Aujourd’hui, de nombreux villages sont coupés du reste du pays. Des bandits de grands chemins, n’ignorant rien du dénuement presque total qui frappe nos Services des Eaux, Forêts et Chasse, continuent d’agresser en toute impunité le peu qui nous reste de nos forêts et de notre faune. L’insécurité s’installe de plus en plus dans les banlieues de nos villes et dans les frontières des pays voisins, principalement de la Gambie et de la Mauritanie. Que ne renforcerions- nous pas en moyens divers les services vitaux démunis avec ces milliards ? Que ne construirions-nous pas, avec ces mêmes milliards, des casernes de sapeurs pompiers, des brigades de gendarmeries et des commissariats de police de proximité, d’escadrons de surveillance et d’intervention (une excellente initiative) dans les régions périphériques ? De tels exemples, je pourrais en donner des dizaines et des dizaines d’autres.
Le Pr Dièye a eu donc très tôt raison de mettre en évidence l’inutilité de « Ce Sénat-là ». Et je serais curieux de savoir quels seront les arguments des quelques compatriotes qui auront le courage de défendre son maintien.
En tout cas, le président Macky Sall a été bien inspiré d’en proposer la suppression. J’approuve cette initiative qui s’inscrit dans la rupture, dans la Bonne Gouvernance. J’ai la même position par rapport à cette autre initiative qui a consisté à mettre en place « une commission présidée par le président Amadou Mahtar Mbow, qui est chargée de revoir les institutions de la République et de nous proposer, à la fin du processus de concertation, les réformes constitutionnelles qui devront stabiliser de manière durable la Constitution sénégalaise (…) ».

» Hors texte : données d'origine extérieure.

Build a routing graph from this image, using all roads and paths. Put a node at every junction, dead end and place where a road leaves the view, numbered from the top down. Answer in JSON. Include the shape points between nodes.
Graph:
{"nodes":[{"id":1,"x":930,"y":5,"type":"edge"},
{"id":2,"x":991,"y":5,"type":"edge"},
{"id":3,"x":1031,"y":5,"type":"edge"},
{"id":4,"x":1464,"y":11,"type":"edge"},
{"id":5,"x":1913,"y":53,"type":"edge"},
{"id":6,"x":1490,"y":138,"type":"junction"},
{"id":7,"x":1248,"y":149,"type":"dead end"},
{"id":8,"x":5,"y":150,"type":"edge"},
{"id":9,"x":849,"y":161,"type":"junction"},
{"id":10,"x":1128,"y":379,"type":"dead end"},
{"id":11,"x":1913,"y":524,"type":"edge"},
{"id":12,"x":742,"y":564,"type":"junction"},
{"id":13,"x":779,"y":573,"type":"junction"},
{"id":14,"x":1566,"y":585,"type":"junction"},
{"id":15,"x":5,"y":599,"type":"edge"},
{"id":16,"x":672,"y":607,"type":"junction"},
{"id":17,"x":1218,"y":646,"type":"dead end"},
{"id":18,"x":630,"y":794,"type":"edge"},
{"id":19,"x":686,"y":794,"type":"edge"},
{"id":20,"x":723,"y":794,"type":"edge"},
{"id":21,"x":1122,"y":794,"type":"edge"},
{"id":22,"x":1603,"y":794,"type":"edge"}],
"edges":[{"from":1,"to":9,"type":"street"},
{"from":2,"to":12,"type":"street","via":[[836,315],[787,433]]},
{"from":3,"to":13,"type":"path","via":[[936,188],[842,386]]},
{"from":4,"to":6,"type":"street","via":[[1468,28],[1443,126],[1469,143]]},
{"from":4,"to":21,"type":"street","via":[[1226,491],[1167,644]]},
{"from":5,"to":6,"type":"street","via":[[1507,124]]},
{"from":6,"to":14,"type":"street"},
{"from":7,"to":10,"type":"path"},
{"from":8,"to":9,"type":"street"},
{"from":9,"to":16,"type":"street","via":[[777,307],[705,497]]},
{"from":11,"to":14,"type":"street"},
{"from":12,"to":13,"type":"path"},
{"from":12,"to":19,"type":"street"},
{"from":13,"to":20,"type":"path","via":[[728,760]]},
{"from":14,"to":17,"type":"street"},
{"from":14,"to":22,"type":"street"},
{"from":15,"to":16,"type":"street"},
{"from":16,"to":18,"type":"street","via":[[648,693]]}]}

La suppression de la vice-présidence, puis celle du Conseil économique et social qui cédera la place au Conseil économique, social et environnemental, peuvent être considérés aussi comme des actes positifs.
Autant j’approuve et soutiens les mesures qui viennent d’être passées en revue, autant je suis réservé, très réservé par rapport à la nomination – si c’est avéré – de Mme Aminata Niane, en qualité de Ministre conseiller spécial auprès du président de la République. Cette mesure a été globalement mal appréciée par les populations, à commencer par moi-même. Même si elle était un Karim Wade, c’est-à-dire plus intelligente et plus compétente que nous tous, Mme Niane ne devrait pas être appelée déjà auprès du président de la République qui, même s’il détenait des informations que n’avons pas, aurait dû au moins attendre la fin des audits, si toutefois ils vont aller jusqu’à leur terme.
La surprenante nomination de Mme Niane est un recul, un acte qui s’inscrit directement dans la continuation de la gouvernance meurtrie des Wade, où elle s’est fortement impliquée pendant au moins dix ans. Je serais curieux de savoir d’ailleurs quelle est la position, tout au moins le sentiment des champions de la Bonne Gouvernance qui font partie, aujourd’hui, des plus proches collaborateurs du président de la République. Je suis d’autant plus curieux de le savoir que certains d’entre eux ont eu, à plusieurs reprises, à faire des sorties au vitriol contre la gestion de l’Apix.